[Exercise]
What lines in the records below contain the string "water"? Copy every one.

(Dataset entries)
*** Begin section ***
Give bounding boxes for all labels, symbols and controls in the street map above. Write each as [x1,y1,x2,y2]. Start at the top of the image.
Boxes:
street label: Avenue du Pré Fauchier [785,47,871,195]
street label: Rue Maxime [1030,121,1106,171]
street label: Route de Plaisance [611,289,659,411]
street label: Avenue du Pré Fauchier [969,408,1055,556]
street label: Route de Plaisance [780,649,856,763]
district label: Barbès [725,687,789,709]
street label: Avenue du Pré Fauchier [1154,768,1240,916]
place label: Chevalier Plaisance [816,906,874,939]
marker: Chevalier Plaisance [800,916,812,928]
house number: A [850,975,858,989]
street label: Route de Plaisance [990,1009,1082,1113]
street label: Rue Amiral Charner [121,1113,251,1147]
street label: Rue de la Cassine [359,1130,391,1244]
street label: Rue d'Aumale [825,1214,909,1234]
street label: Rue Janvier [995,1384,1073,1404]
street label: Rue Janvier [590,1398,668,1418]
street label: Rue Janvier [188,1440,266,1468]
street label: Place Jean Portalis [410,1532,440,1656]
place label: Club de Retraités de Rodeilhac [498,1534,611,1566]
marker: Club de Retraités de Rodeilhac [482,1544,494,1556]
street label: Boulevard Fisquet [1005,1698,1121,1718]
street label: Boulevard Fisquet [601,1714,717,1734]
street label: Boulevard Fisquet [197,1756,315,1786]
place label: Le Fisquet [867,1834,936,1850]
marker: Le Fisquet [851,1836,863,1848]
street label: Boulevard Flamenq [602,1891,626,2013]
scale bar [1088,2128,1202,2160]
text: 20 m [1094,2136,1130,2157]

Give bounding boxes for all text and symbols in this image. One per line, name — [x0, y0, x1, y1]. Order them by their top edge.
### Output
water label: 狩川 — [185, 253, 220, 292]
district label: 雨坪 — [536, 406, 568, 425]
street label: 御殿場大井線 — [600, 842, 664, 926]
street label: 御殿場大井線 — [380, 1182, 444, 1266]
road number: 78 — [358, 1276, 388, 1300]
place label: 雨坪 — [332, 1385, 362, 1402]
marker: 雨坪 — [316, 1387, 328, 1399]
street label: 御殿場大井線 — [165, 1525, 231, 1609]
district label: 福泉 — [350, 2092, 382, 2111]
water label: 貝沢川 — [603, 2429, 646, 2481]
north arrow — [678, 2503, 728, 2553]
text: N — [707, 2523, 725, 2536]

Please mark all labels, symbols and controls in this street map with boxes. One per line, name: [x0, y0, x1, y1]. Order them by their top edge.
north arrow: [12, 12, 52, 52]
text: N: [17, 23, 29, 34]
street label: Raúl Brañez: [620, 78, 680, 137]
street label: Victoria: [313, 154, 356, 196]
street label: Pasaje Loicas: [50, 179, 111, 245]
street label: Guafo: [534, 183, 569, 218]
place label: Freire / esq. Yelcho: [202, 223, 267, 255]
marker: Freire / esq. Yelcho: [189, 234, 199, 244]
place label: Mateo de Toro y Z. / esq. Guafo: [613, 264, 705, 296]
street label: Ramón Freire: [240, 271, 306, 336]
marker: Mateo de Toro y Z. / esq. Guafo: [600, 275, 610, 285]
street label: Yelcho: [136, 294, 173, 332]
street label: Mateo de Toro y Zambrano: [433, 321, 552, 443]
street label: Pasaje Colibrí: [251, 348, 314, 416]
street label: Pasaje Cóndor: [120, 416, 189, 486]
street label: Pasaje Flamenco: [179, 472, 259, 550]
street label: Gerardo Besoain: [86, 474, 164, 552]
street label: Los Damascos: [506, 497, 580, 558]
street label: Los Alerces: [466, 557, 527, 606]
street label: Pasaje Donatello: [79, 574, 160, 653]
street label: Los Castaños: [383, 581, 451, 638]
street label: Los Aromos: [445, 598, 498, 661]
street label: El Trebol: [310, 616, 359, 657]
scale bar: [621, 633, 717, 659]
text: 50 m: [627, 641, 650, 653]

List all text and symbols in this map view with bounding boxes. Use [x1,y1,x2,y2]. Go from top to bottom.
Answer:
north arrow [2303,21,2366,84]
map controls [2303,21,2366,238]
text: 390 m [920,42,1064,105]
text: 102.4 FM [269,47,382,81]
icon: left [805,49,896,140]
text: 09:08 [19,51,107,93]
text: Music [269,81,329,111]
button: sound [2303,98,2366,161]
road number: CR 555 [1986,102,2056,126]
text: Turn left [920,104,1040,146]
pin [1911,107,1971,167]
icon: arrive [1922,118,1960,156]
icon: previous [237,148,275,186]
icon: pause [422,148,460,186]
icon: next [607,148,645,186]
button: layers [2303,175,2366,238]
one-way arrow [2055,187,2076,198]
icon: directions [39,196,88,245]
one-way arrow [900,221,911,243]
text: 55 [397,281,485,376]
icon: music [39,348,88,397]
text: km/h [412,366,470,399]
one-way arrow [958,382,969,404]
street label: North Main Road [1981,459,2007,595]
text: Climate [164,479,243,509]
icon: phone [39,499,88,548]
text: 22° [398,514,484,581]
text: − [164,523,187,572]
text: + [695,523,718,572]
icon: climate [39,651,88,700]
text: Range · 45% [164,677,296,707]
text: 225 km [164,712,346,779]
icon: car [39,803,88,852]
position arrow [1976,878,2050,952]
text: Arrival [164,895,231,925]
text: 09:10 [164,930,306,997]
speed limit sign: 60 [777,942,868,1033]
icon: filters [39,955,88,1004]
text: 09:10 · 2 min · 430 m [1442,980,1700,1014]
*** End section ***
[Result of the exercise]
water label: 狩川 — [185, 253, 220, 292]
water label: 貝沢川 — [603, 2429, 646, 2481]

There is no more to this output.